**Work item**: The records follow. Filter them to the lines that hold "roads".

········

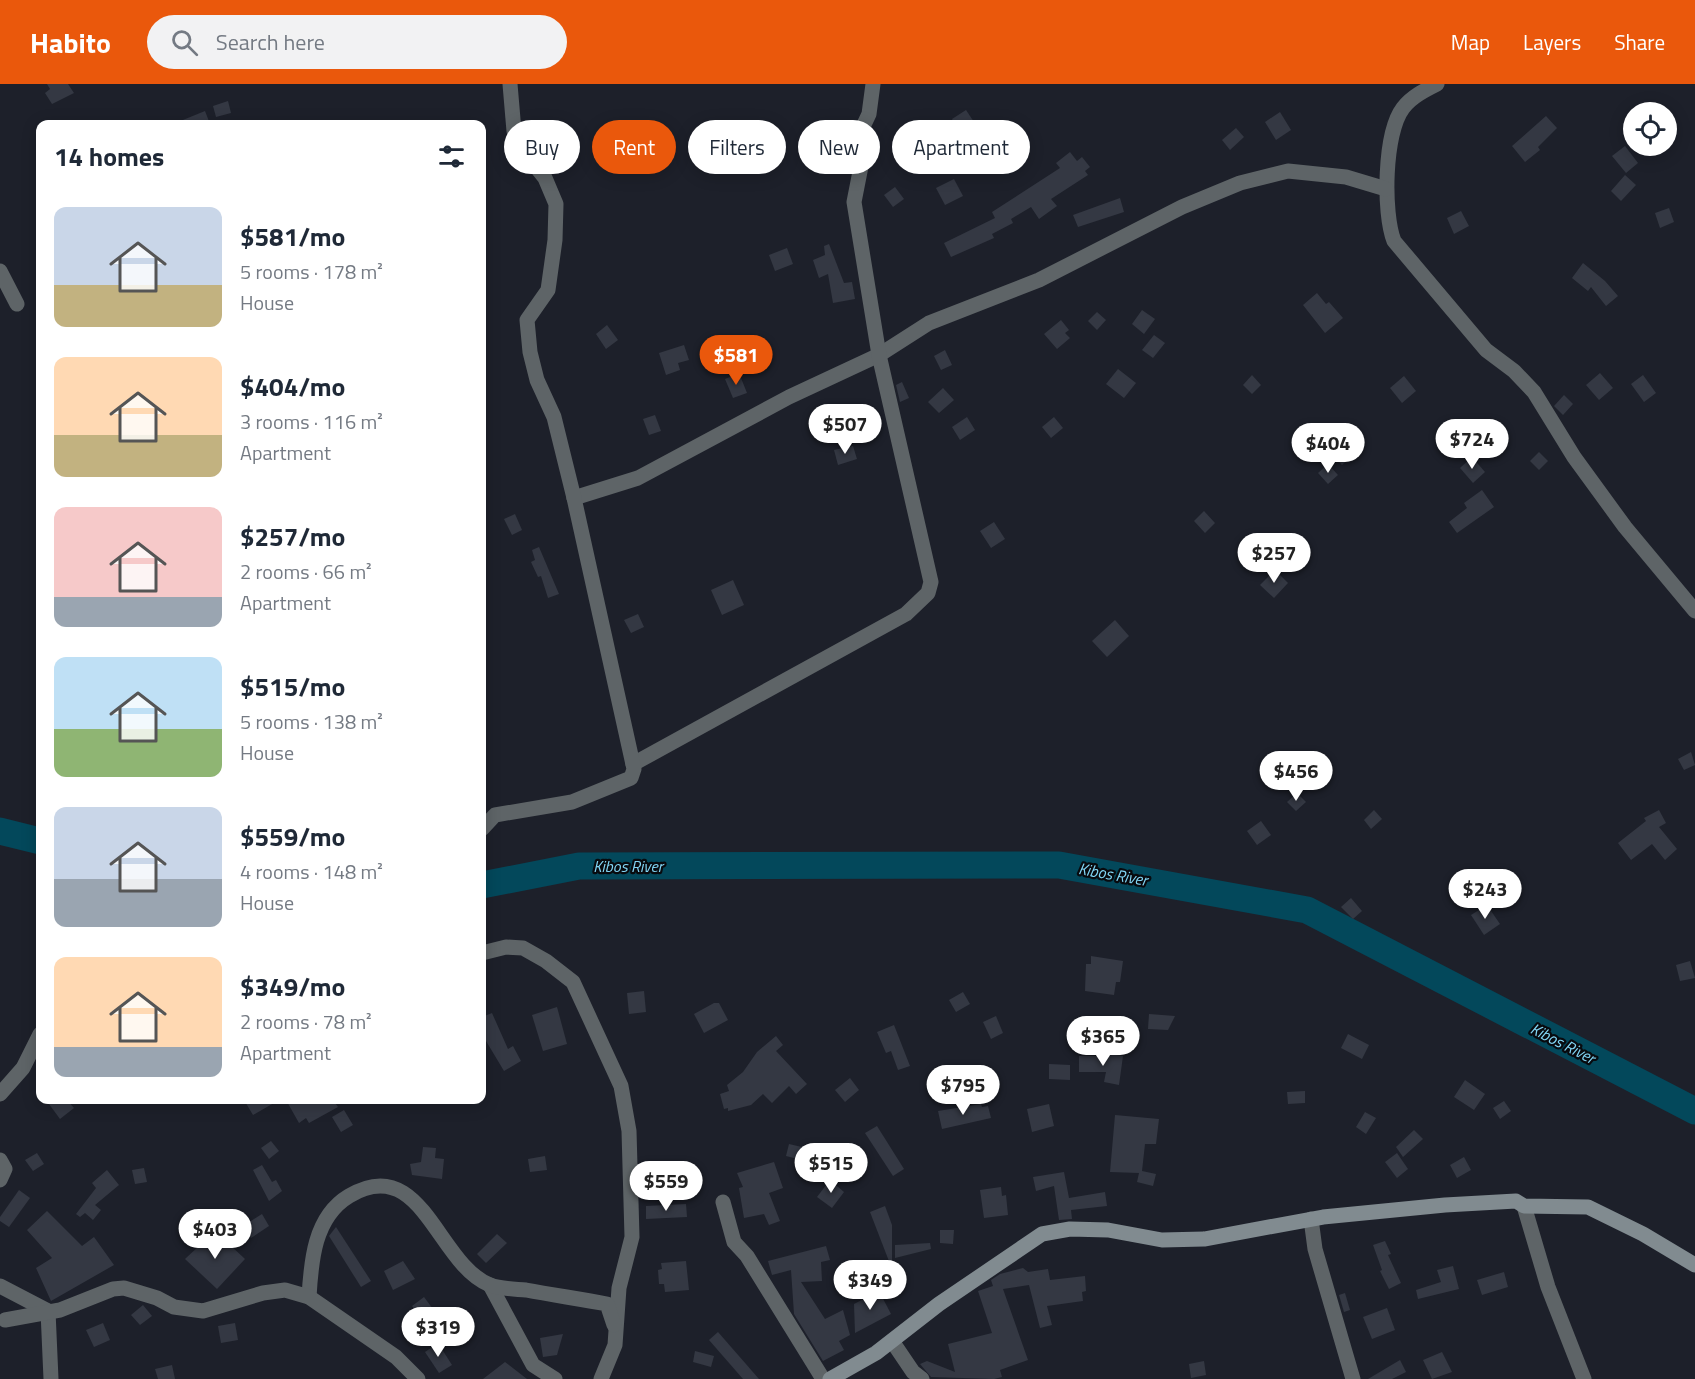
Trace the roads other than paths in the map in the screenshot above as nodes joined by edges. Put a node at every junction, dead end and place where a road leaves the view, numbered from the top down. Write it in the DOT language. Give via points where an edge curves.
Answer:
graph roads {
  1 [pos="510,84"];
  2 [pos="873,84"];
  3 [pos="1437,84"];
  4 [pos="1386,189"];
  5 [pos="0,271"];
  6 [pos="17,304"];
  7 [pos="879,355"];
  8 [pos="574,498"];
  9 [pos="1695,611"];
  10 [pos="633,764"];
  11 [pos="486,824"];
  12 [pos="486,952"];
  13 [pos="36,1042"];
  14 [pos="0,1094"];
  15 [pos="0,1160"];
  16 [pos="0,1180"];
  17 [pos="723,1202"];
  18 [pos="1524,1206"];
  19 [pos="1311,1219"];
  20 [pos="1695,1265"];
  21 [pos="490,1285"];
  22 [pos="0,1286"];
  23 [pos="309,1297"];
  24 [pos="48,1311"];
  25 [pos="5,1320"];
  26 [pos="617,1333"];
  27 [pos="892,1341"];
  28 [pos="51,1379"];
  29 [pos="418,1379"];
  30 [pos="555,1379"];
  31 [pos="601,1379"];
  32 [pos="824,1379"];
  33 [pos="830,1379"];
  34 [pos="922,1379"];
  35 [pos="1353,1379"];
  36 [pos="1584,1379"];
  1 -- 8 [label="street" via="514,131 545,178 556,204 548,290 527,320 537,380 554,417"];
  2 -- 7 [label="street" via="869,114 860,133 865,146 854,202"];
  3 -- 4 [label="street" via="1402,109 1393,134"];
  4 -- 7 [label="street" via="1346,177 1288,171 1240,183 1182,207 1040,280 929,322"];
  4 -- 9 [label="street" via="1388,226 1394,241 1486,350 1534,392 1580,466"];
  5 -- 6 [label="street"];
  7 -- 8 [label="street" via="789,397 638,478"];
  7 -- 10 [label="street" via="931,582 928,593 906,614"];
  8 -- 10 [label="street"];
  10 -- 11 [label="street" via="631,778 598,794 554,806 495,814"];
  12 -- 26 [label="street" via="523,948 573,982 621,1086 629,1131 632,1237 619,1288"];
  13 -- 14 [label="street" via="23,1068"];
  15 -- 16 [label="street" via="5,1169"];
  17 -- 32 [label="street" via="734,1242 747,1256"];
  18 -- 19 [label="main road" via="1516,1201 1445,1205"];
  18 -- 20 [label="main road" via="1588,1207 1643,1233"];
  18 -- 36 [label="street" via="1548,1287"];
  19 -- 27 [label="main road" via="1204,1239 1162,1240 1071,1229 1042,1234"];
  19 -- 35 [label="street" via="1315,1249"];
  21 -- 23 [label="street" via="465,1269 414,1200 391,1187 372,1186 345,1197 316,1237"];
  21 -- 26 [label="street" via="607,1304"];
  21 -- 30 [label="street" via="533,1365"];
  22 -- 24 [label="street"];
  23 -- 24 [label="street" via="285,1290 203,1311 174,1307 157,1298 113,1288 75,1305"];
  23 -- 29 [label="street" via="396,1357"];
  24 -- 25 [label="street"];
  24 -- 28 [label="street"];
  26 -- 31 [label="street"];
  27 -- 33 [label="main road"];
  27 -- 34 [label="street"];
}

········

**Result of this task**:
Trace the roads other than paths in the map in the screenshot above as nodes joined by edges. Put a node at every junction, dead end and place where a road leaves the view, numbered from the top down. Write it in the DOT language. Give via points where an edge curves.
graph roads {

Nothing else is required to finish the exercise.